I’ll let that sink in for a moment.
If nothing changes — if neither Jim Cartmill nor Bertha Lopez change their guilty pleas so as to reverse their suspensions — McCann will be a busy, busy man come commencement time.
The annual high school graduation ceremonies throughout South Bay typically include appearances or remarks from members of the governing board. But since most of them have admitted guilt in a long-standing corruption case, four of the five trustees have quit or been suspended.
Their speeches customarily are intended to congratulate and inspire seniors who are finally on their way to the world.
But if McCann is racing from venue to venue to deliver speeches in place of his missing colleagues, this year his words of wisdom may also want to include explanations.
For starters he may want to explain how he is the last man standing. How is the newest addition to the school board the only one to have escaped the prosecutorial hammer that wiped out his fellow board members?
Were conditions and behaviors on the school board so corrupt pre-him that it was just a matter of time before Lady Bonnie Dumanis and her Prosecutorial Knights rid the South Bay of the villainous elected officials, and McCann’s presence during this time just worked out to be happenstance?
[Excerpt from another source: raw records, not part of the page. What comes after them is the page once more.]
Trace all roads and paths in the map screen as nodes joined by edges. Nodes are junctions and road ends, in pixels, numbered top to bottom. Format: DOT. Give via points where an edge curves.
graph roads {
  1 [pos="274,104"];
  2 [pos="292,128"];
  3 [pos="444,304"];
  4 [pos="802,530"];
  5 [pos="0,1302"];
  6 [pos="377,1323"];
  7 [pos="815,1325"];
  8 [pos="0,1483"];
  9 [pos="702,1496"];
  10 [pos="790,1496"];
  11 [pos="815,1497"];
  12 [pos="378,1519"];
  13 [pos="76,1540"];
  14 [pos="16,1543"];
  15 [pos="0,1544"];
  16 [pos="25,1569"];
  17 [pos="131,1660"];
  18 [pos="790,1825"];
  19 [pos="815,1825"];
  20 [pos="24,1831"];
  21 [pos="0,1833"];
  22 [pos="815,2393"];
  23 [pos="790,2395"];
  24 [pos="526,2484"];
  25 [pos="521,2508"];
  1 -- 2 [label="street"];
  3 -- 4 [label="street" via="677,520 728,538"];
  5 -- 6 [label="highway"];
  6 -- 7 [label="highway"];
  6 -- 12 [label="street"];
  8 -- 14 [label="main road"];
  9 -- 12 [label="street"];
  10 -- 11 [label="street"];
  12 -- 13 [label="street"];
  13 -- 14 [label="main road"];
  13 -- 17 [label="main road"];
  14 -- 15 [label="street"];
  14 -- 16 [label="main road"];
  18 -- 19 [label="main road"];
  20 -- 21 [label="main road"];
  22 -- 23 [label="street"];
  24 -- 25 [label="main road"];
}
Or did McCann have a crusader’s effect and everything he came close to benefitted from his righteous and moral hue?
Did his call for transparency and ethics finally come to fruition and now, now that the board has rid itself of the corrupt lesions blemishing its reputation, good governance for the sake of the children can finally come to pass?
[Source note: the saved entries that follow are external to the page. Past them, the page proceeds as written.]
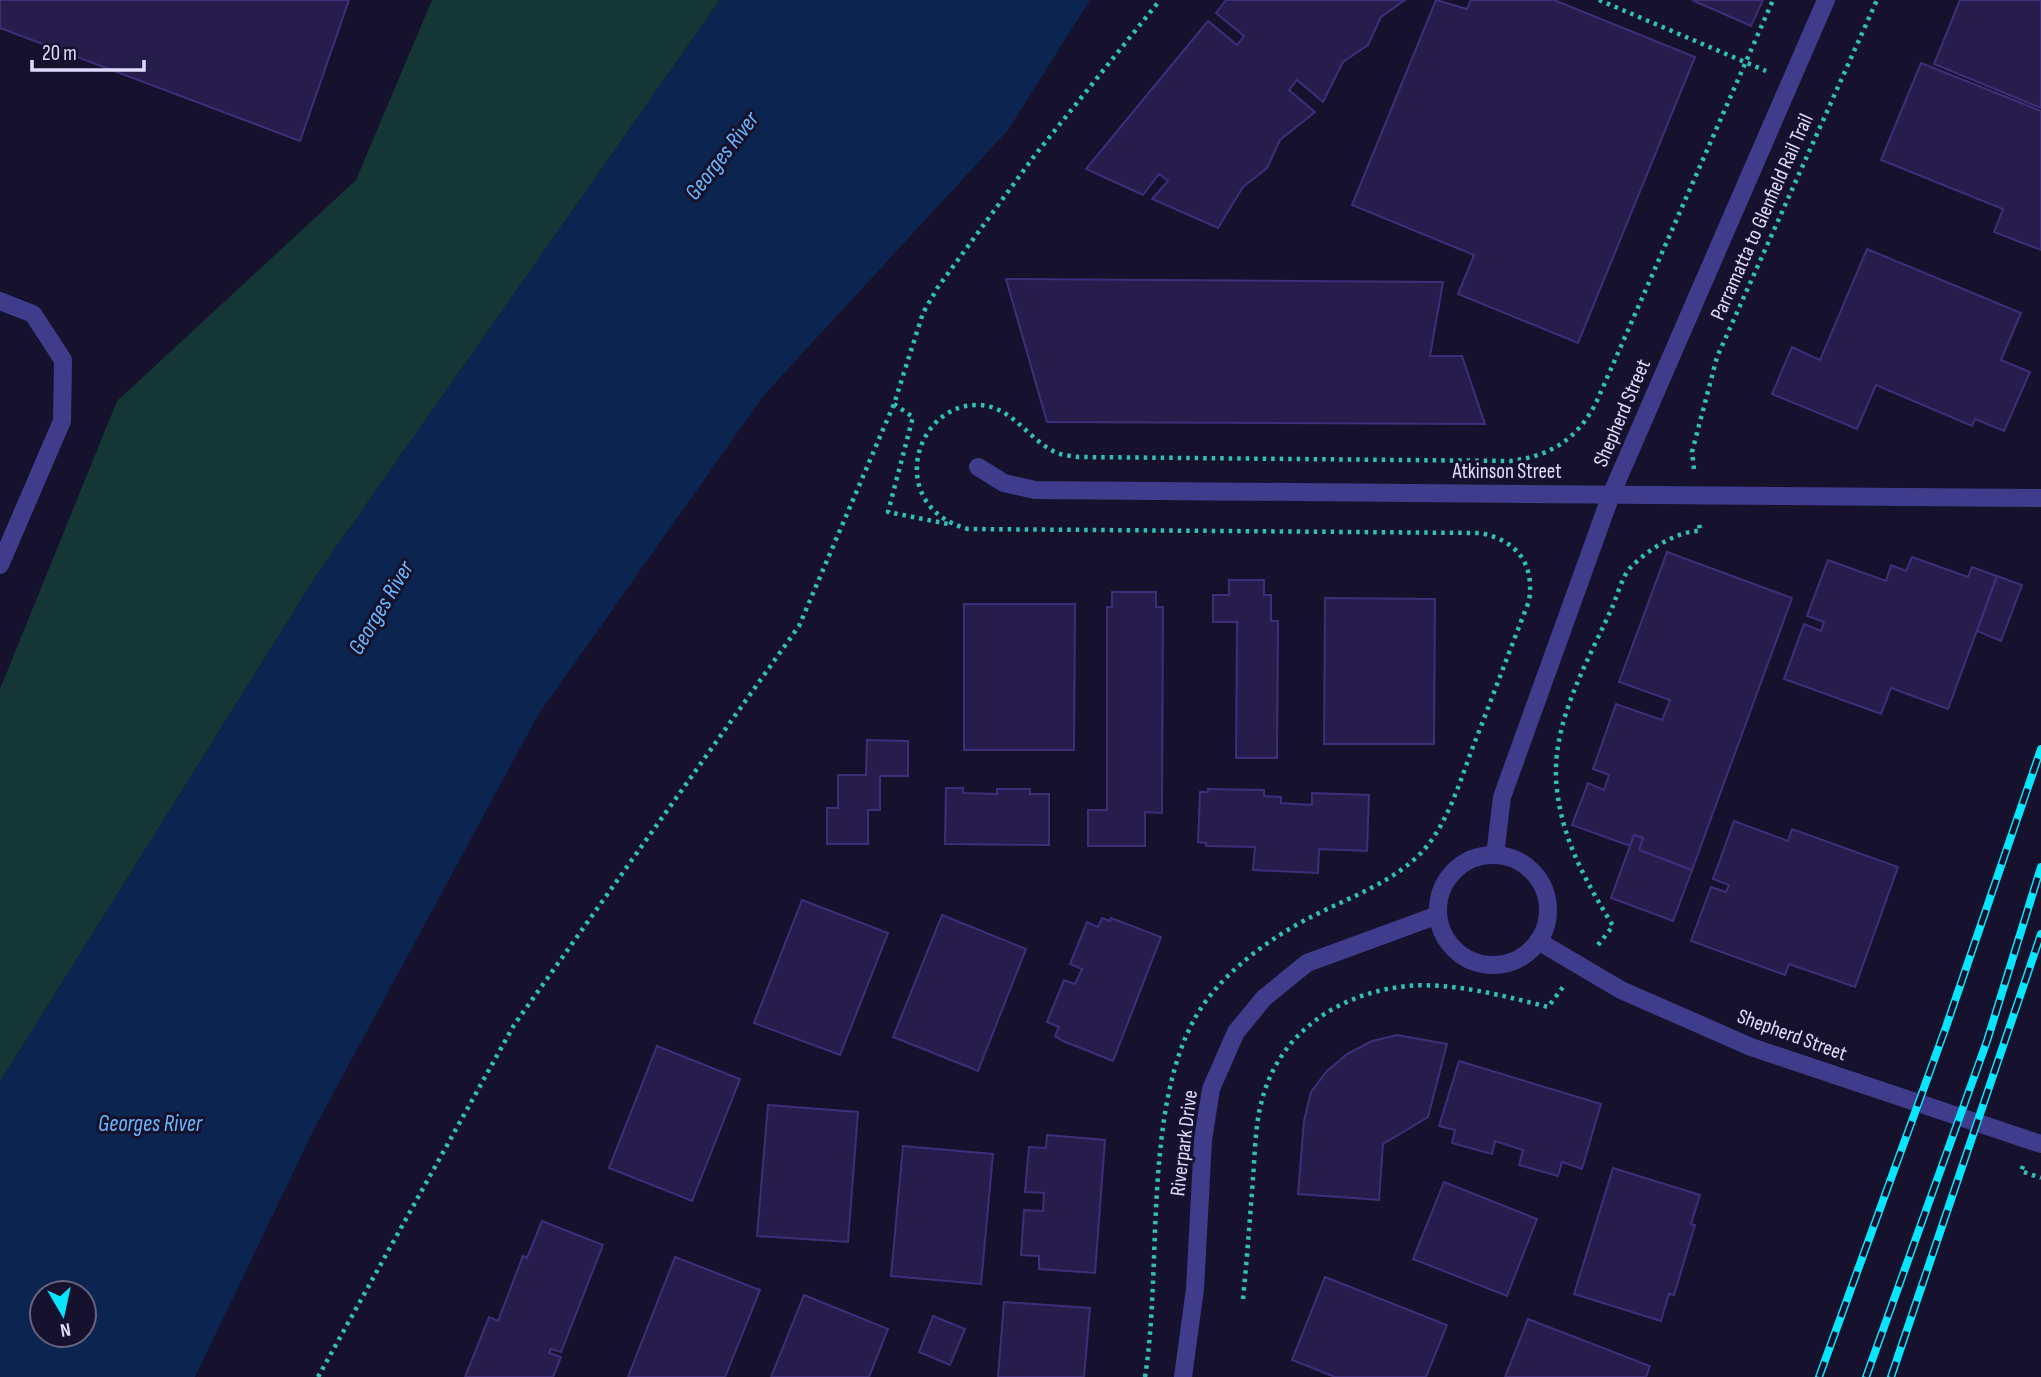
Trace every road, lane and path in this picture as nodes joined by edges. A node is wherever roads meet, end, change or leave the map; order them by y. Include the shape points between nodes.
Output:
1 (1160, 0) edge
2 (1599, 0) edge
3 (1773, 0) edge
4 (1826, 0) edge
5 (1877, 0) edge
6 (1745, 64) junction
7 (1790, 79) junction
8 (0, 301) edge
9 (894, 404) junction
10 (1692, 452) dead end
11 (978, 467) dead end
12 (1611, 495) junction
13 (2041, 498) edge
14 (968, 528) junction
15 (1700, 531) dead end
16 (0, 565) edge
17 (1495, 855) junction
18 (1438, 915) junction
19 (1613, 926) dead end
20 (1538, 942) junction
21 (1548, 1007) dead end
22 (2041, 1144) edge
23 (2021, 1171) dead end
24 (2041, 1178) edge
25 (1244, 1299) dead end
26 (318, 1377) edge
27 (1145, 1377) edge
28 (1183, 1377) edge

1 - 9 path via 1035,155 938,287 923,313
2 - 6 path
3 - 6 path
4 - 7 street, Shepherd Street
5 - 10 path, Parramatta to Glenfield Rail Trail via 1717,357
6 - 7 path
6 - 14 path via 1596,403 1578,431 1555,449 1510,461 1079,457 1053,451 999,410 974,404 940,421 923,442 917,466 919,489 931,509 942,519
7 - 12 street, Shepherd Street
8 - 16 street via 33,314 63,360 62,421
9 - 14 path via 913,417 888,512
9 - 26 path via 799,626 514,1026
11 - 12 street, Atkinson Street via 1004,483 1035,490
12 - 13 street, Atkinson Street
12 - 17 street, Shepherd Street via 1502,797
14 - 27 path via 1480,533 1502,539 1519,551 1530,575 1529,601 1462,775 1438,829 1420,854 1388,881 1311,917 1272,942 1209,995 1194,1021 1177,1063 1166,1113
15 - 19 path via 1682,531 1630,568 1567,708 1556,788 1564,830 1582,876
17 - 18 street via 1460,866 1447,879
17 - 20 street via 1527,866 1538,878 1548,910
18 - 20 street via 1451,945 1463,957 1479,963 1512,961
18 - 28 street, Riverpark Drive via 1307,963 1264,998 1236,1032 1211,1089 1203,1140 1195,1289
20 - 22 street, Shepherd Street via 1621,990 1751,1047
21 - 25 path via 1487,992 1409,986 1367,993 1326,1011 1297,1034 1273,1069 1261,1104
23 - 24 path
If that’s the case — as some of us earnestly believe — then perhaps McCann’s second explanatory aside can focus on why he’s leaving the kids behind.
Why, when he has an opportunity to lead a new group of trustees and create policy that reflects the values and ethics of a trustworthy board, is he choosing instead to run for Chula Vista City Council? Why is he seemingly abandoning the student population when on the horizon a new, promising beginning beckons?
As a former councilman, McCann had eight years to work his magic at the Chula Vista’s City Hall, yet he has only given four years to Sweetwater and its children; four years filled with turmoil and courthouse drama and one distraction after another.
But with a new board in place, and McCann as senior trustee, dare yourself to imagine all the possibilities, all the good things he can make happen.
Another four years of John McCann on the school board. Imagine!